Black Lives Matter lawn sign is white neighbourhood’s most esteemed activist - The Beaverton

Black Lives Matter lawn sign is white neighbourhood’s most esteemed activist

OTTAWA — Residents of Westpointe, a suburban neighbourhood known for being very very white, are taking a stand against anti-Black racism thanks to a local activist they call “the most distinguished voice on issues of systemic racism and racial injustice in our community”: a lawn sign.

Martha Abbott, 56, ordered the sign online after seeing someone post about it on social media. She and her husband Joe have proudly displayed it on their front lawn for the past three weeks.

“It’s been a gruelling process, trying to figure out how we could help. So it was a huge relief to stick that sign in our yard,” she said, pointing to her bungalow, which is tucked away on a secluded street. “It’s our way of saying ‘We support Black rights’ — without having to say anything at all!”

Since arriving in Westpointe, the lawn sign has been seen outside 24 hours a day, 7 days a week — rain or shine — spreading its message, which is printed on both its front and back sides: “We Stand Together # #SPEAKUP.” It wasn’t long before it gained notoriety as the area’s foremost authority on inequality, oppression and the Black Lives Matter movement.

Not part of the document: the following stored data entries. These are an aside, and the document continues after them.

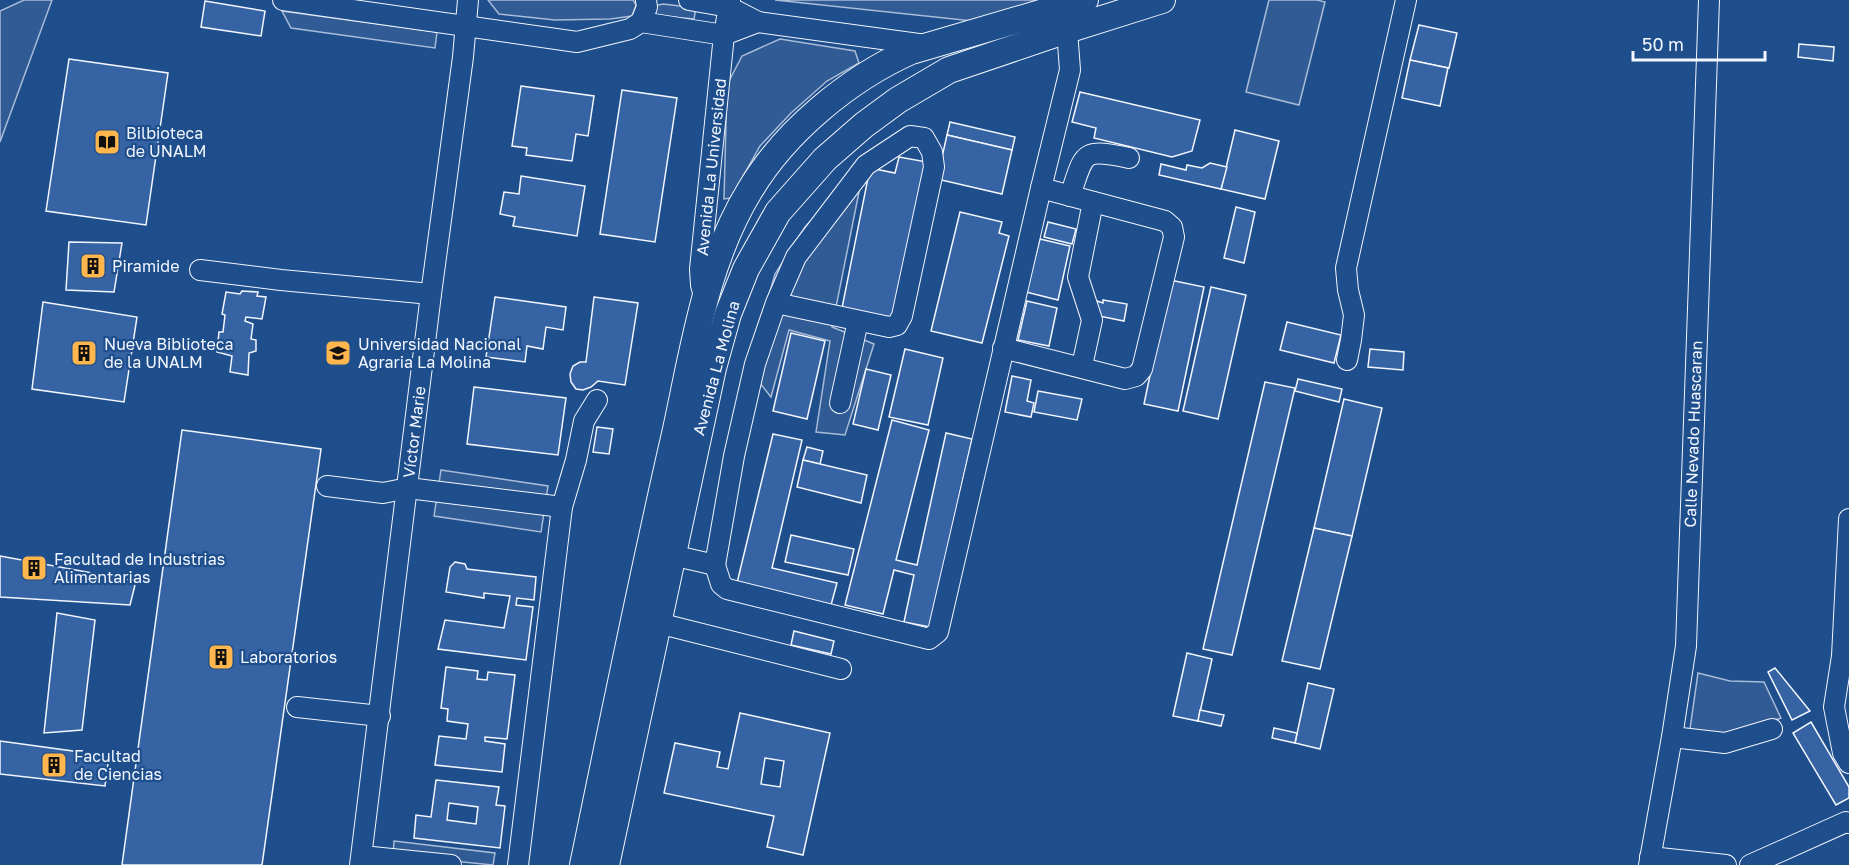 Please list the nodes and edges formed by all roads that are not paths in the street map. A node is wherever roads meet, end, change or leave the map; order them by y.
1 (284, 0) edge
2 (468, 0) edge
3 (646, 0) edge
4 (689, 0) edge
5 (1085, 0) edge
6 (1162, 0) edge
7 (1406, 0) edge
8 (1709, 0) edge
9 (730, 4) edge
10 (640, 22) junction
11 (758, 22) junction
12 (467, 27) junction
13 (1067, 30) junction
14 (724, 35) junction
15 (929, 45) junction
16 (949, 70) junction
17 (1129, 158) dead end
18 (1041, 189) junction
19 (1070, 196) junction
20 (1094, 202) junction
21 (200, 270) dead end
22 (431, 294) junction
23 (705, 299) junction
24 (776, 303) junction
25 (728, 314) junction
26 (858, 321) junction
27 (1004, 348) junction
28 (1347, 360) dead end
29 (1082, 366) junction
30 (597, 400) dead end
31 (840, 403) dead end
32 (327, 486) dead end
33 (408, 488) junction
34 (562, 507) junction
35 (1849, 519) edge
36 (672, 555) junction
37 (715, 566) junction
38 (658, 623) junction
39 (842, 669) dead end
40 (297, 707) dead end
41 (380, 716) junction
42 (1772, 729) dead end
43 (1672, 737) junction
44 (1849, 763) edge
45 (1849, 823) edge
46 (361, 861) edge
47 (1649, 861) edge
48 (451, 865) edge
49 (518, 865) edge
50 (584, 865) edge
51 (606, 865) edge
52 (1726, 865) edge
53 (1750, 865) edge

1 - 12 street
2 - 12 street, Víctor Marie
3 - 10 street
4 - 9 street
5 - 15 main road, Avenida La Molina
6 - 13 main road, Avenida La Molina
7 - 28 street
8 - 43 street, Calle Nevado Huascaran
9 - 11 street
9 - 14 street, Avenida La Universidad
10 - 12 street
10 - 14 street
11 - 14 street
11 - 15 street
12 - 22 street, Víctor Marie
13 - 16 main road, Avenida La Molina
13 - 18 street
14 - 23 street, Avenida La Universidad
15 - 16 main road
15 - 23 main road, Avenida La Molina
16 - 25 main road, Avenida La Molina
17 - 19 street
18 - 19 street
18 - 27 street
19 - 20 street
20 - 29 street
20 - 29 street
21 - 22 street
22 - 33 street, Víctor Marie
23 - 25 main road
23 - 50 main road, Avenida La Molina
24 - 26 street
24 - 26 street
24 - 37 street
25 - 36 main road, Avenida La Molina
26 - 31 street
27 - 29 street
27 - 37 street
30 - 34 street
32 - 33 street
33 - 34 street
33 - 41 street, Víctor Marie
34 - 49 street
35 - 44 street
36 - 37 street
36 - 38 main road, Avenida La Molina
38 - 39 street
38 - 51 main road, Avenida La Molina
40 - 41 street
41 - 46 street, Víctor Marie
42 - 43 street
43 - 47 street, Calle Nevado Huascaran
45 - 53 street
46 - 48 street
47 - 52 street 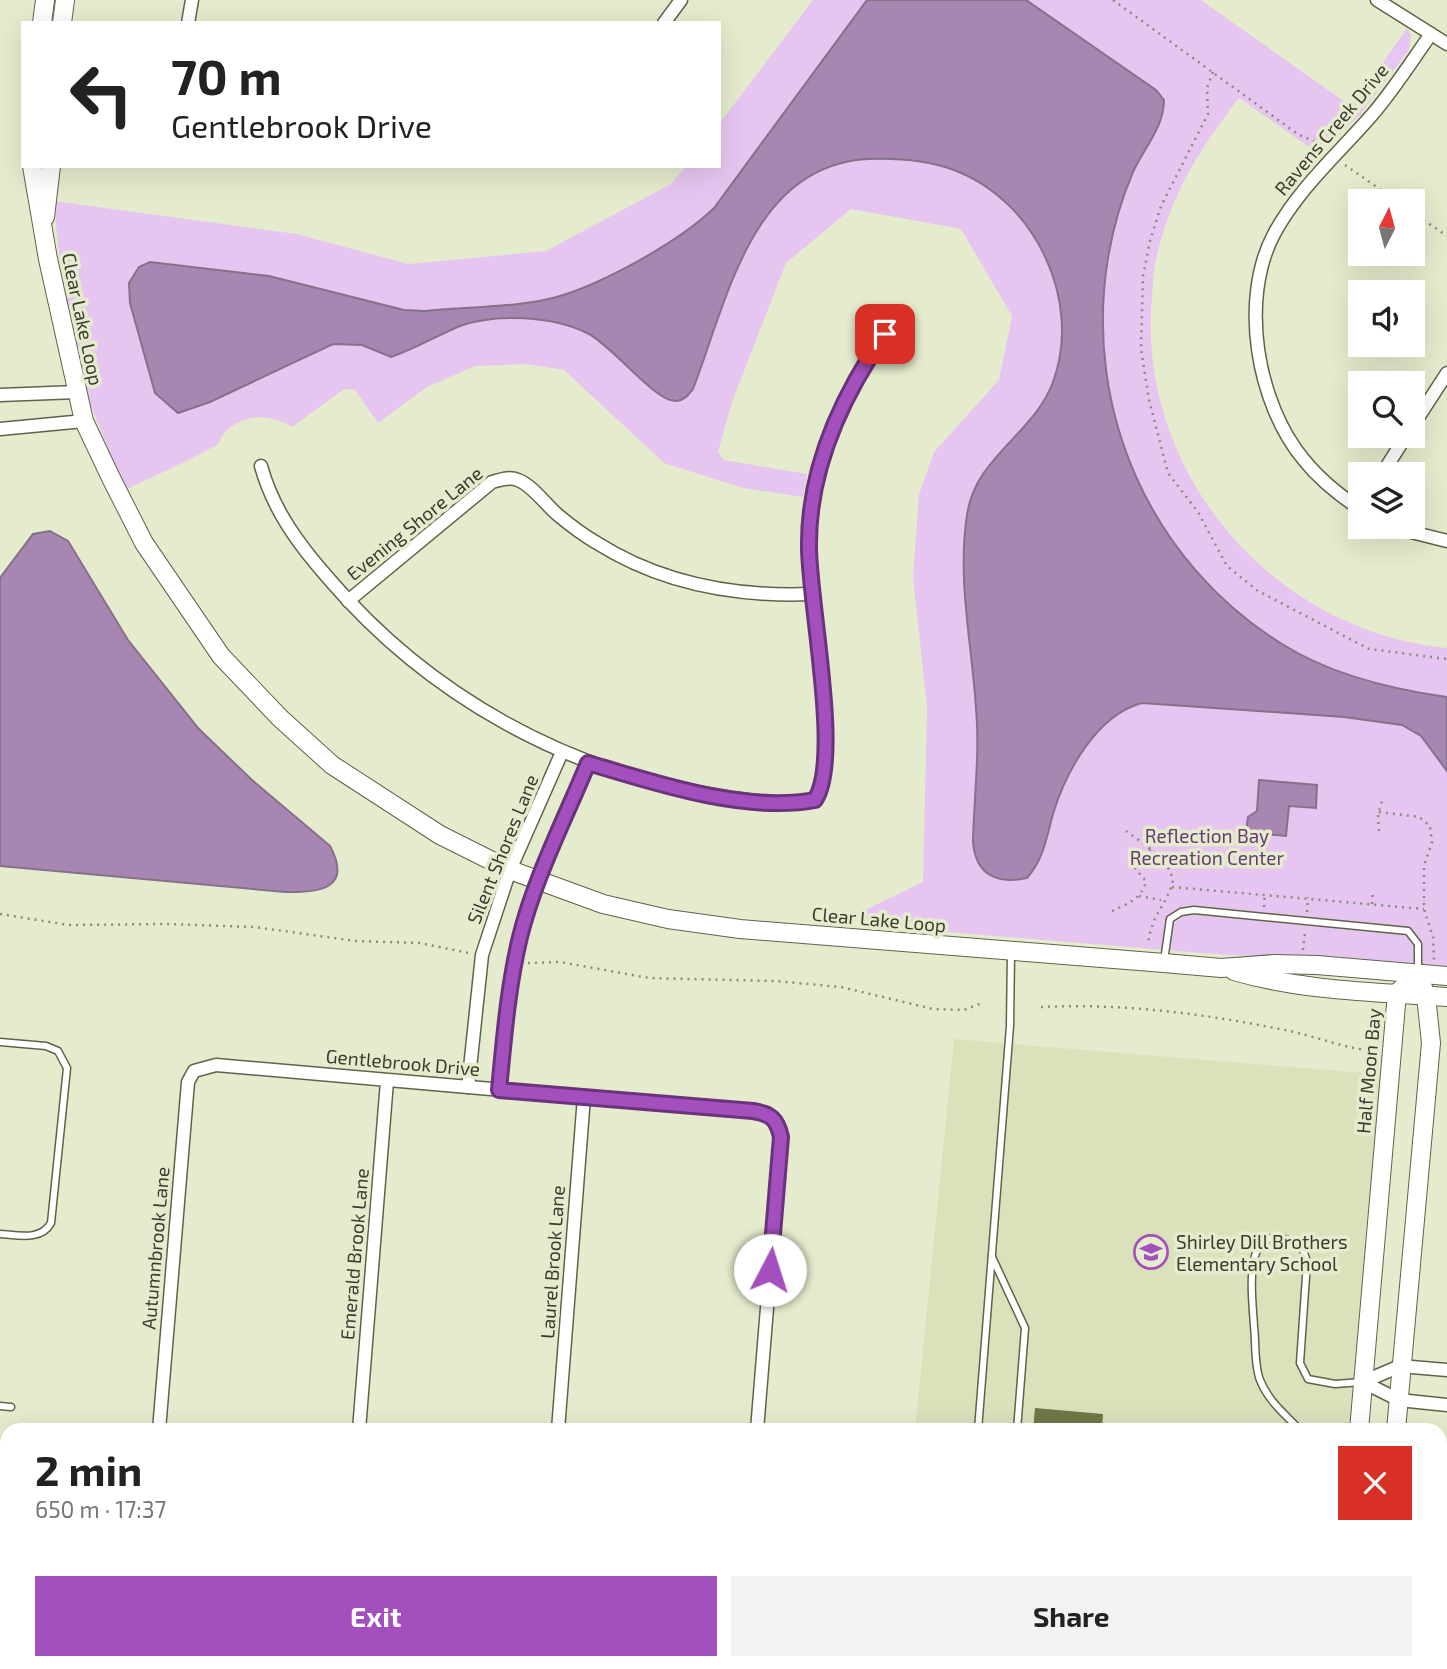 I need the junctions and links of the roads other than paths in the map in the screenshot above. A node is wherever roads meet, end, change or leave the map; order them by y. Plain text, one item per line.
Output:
1 (45, 0) edge
2 (65, 0) edge
3 (192, 0) edge
4 (681, 0) edge
5 (1377, 0) edge
6 (42, 21) edge
7 (62, 21) edge
8 (188, 21) edge
9 (665, 21) edge
10 (1431, 34) junction
11 (1447, 44) edge
12 (32, 168) edge
13 (51, 168) edge
14 (44, 224) junction
15 (885, 334) dead end
16 (1447, 373) edge
17 (78, 392) junction
18 (0, 395) edge
19 (1425, 407) edge
20 (84, 421) junction
21 (0, 429) edge
22 (261, 466) dead end
23 (1348, 500) edge
24 (1425, 536) edge
25 (1447, 541) edge
26 (811, 594) junction
27 (348, 601) junction
28 (562, 752) junction
29 (588, 763) junction
30 (510, 870) junction
31 (539, 881) junction
32 (1011, 951) junction
33 (1164, 963) junction
34 (1221, 968) junction
35 (1418, 974) junction
36 (1447, 976) edge
37 (1397, 993) junction
38 (1426, 996) junction
39 (1447, 997) edge
40 (0, 1042) edge
41 (194, 1071) joint
42 (387, 1081) junction
43 (468, 1087) junction
44 (499, 1090) junction
45 (584, 1097) junction
46 (0, 1234) edge
47 (991, 1256) junction
48 (1400, 1366) junction
49 (1447, 1370) edge
50 (1363, 1382) junction
51 (1399, 1400) junction
52 (1447, 1405) edge
53 (0, 1406) edge
54 (11, 1407) dead end
55 (160, 1423) edge
56 (360, 1423) edge
57 (559, 1423) edge
58 (758, 1423) edge
59 (979, 1423) edge
60 (1018, 1423) edge
61 (1292, 1423) edge
62 (1360, 1423) edge
63 (1397, 1423) edge

1 - 6 street
2 - 7 street
3 - 8 street
4 - 9 street
5 - 10 street
10 - 11 street
10 - 23 street, Ravens Creek Drive
12 - 14 street, Clear Lake Loop
13 - 14 street, Clear Lake Loop
14 - 17 street, Clear Lake Loop
15 - 26 street
16 - 19 street
17 - 18 street
17 - 20 street, Clear Lake Loop
20 - 21 street
20 - 30 street, Clear Lake Loop
22 - 27 street
24 - 25 street
26 - 27 street, Evening Shore Lane
26 - 29 street
27 - 28 street
28 - 29 street
28 - 30 street, Silent Shores Lane
29 - 31 street
30 - 31 street, Clear Lake Loop
30 - 43 street, Silent Shores Lane
31 - 32 street, Clear Lake Loop
31 - 44 street
32 - 33 street, Clear Lake Loop
32 - 47 lane
33 - 34 street, Clear Lake Loop
33 - 35 lane
34 - 35 street, Clear Lake Loop
34 - 37 street, Clear Lake Loop
35 - 36 street, Clear Lake Loop
35 - 37 street, Half Moon Bay
35 - 38 street
37 - 38 street, Clear Lake Loop
37 - 50 street, Half Moon Bay
38 - 39 street, Clear Lake Loop
38 - 48 street
40 - 46 lane
41 - 42 street, Gentlebrook Drive
41 - 55 street, Autumnbrook Lane
42 - 43 street, Gentlebrook Drive
42 - 56 street, Emerald Brook Lane
43 - 44 street, Gentlebrook Drive
44 - 45 street, Gentlebrook Drive
45 - 57 street, Laurel Brook Lane
45 - 58 street, Gentlebrook Drive
47 - 59 lane
47 - 60 lane
48 - 49 street
48 - 50 street
48 - 51 street
50 - 51 street
50 - 61 lane
50 - 62 street, Half Moon Bay
51 - 52 street
51 - 63 street
53 - 54 lane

“It makes you think: Maybe I should donate. Maybe I should join a protest. And you know what maybe I will,” said passerby Sam Johnson, looking over his shoulder to see if the lawn sign had heard him. “But not today. I can’t today. I have to, uh, walk my dog and — oh — I promised my buddy we’d finish season 3 of Ozark. Netflix Party is a total revolution.”

David Williams, a 63-year-old retiree, said he’s spent many long nights engaged in fiery debates with the Black Lives Matter lawn sign.

“There’s a lot we disagree on, but I’m first to admit that sign knows its stuff,” he said. “I haven’t seen this much passion since the ‘Slow Down, Children Playing’ sign strolled into town 42 years ago.”